▸ Problem to solve: Wherever the word "edges" shows up in the data, report the line it sits in.
++++ Task material
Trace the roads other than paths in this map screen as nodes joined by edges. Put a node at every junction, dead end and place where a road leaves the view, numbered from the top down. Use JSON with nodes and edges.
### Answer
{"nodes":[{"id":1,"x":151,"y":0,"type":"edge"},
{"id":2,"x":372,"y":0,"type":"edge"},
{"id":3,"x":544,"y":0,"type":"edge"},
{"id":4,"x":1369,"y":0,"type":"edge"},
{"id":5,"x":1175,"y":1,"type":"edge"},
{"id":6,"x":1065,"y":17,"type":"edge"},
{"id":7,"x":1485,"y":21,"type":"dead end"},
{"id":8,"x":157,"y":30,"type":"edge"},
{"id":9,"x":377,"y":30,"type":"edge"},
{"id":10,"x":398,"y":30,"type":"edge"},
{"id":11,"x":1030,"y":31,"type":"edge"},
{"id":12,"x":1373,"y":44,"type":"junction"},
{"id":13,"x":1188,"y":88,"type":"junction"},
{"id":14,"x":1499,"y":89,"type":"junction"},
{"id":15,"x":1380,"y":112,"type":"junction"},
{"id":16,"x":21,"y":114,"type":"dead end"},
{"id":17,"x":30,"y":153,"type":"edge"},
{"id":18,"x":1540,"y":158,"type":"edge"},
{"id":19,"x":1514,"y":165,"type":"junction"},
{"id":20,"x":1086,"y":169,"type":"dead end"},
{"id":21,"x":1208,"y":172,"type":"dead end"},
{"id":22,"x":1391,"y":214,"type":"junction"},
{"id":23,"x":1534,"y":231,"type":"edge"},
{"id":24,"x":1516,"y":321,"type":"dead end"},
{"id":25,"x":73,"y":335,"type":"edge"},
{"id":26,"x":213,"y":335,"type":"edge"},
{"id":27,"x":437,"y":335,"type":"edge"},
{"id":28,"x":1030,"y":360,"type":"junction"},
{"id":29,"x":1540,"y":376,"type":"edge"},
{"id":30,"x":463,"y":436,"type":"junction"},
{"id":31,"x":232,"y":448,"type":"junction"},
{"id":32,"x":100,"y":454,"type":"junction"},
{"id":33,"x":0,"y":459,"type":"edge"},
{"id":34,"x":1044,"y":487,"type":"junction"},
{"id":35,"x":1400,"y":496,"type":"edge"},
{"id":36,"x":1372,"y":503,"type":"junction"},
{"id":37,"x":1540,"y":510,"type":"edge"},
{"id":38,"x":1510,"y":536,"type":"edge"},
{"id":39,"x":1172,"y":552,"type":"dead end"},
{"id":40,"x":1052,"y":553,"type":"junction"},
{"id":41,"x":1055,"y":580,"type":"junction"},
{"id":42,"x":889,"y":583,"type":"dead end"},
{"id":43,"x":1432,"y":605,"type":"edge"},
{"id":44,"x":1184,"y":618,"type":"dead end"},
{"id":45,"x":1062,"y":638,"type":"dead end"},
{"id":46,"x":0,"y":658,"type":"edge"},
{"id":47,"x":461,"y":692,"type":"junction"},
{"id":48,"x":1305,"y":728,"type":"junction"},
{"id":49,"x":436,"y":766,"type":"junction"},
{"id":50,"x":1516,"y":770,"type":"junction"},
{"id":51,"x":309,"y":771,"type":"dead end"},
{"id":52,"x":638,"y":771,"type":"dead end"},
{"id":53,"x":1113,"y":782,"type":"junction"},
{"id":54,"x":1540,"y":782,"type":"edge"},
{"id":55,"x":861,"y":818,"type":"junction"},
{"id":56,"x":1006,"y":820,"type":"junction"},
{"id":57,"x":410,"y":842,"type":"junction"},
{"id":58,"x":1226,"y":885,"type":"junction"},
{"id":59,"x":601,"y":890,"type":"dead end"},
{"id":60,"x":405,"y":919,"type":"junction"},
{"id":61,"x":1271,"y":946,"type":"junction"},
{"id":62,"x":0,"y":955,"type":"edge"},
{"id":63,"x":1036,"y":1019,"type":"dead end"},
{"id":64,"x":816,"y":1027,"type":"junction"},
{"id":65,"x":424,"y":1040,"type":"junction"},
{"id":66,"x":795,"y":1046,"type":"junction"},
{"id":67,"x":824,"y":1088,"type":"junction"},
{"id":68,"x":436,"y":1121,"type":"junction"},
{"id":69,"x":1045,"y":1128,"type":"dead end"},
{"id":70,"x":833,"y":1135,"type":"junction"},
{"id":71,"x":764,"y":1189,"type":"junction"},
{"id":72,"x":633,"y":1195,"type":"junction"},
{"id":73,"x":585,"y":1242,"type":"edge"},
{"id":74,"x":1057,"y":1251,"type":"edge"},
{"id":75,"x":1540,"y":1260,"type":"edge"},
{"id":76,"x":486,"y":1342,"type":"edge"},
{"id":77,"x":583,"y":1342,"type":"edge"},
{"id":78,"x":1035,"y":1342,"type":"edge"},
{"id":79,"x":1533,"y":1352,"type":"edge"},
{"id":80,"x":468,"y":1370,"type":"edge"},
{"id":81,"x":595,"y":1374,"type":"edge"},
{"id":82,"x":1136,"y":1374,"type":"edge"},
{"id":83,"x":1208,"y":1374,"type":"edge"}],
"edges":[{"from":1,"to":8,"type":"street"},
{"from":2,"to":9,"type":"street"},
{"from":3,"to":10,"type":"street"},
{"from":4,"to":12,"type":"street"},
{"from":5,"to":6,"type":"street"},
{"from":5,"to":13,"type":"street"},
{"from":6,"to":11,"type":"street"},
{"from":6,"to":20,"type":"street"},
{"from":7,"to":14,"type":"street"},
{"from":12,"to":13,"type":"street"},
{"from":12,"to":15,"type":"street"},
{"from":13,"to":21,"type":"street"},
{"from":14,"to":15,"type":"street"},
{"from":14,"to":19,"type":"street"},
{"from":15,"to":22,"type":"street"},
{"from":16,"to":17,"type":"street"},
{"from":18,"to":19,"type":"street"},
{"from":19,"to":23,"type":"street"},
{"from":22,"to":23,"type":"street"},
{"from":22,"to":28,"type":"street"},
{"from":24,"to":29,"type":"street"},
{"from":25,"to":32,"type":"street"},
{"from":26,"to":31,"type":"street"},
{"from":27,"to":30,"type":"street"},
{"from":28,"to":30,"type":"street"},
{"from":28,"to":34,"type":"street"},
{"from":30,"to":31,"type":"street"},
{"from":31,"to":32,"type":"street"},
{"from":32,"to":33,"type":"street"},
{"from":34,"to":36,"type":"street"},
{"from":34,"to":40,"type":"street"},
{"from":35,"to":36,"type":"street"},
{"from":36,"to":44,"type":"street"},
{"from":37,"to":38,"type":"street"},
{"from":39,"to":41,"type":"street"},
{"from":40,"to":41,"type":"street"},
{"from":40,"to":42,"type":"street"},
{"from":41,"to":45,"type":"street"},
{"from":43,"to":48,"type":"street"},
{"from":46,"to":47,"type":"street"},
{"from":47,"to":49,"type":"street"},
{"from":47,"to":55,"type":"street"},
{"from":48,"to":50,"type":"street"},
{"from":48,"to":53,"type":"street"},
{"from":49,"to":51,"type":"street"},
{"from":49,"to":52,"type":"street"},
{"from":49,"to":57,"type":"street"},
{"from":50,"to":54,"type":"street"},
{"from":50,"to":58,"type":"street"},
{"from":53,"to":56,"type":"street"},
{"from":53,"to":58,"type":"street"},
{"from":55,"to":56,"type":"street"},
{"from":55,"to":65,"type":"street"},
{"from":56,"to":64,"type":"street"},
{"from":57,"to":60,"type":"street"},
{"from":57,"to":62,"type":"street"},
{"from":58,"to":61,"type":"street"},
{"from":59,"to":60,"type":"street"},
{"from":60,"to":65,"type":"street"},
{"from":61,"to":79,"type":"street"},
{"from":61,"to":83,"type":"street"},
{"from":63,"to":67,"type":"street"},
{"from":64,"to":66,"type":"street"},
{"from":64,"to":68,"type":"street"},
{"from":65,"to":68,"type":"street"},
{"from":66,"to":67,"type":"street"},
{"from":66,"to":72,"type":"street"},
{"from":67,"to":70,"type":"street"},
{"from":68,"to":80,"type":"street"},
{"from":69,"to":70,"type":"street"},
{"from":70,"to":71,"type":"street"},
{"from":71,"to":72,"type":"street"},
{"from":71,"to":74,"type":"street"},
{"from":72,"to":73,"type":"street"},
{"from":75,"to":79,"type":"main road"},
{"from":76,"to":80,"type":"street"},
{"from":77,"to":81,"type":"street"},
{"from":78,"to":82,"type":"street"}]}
++++++++
▸ Response to the exercise:
Trace the roads other than paths in this map screen as nodes joined by edges. Put a node at every junction, dead end and place where a road leaves the view, numbered from the top down. Use JSON with nodes and edges.
"edges":[{"from":1,"to":8,"type":"street"},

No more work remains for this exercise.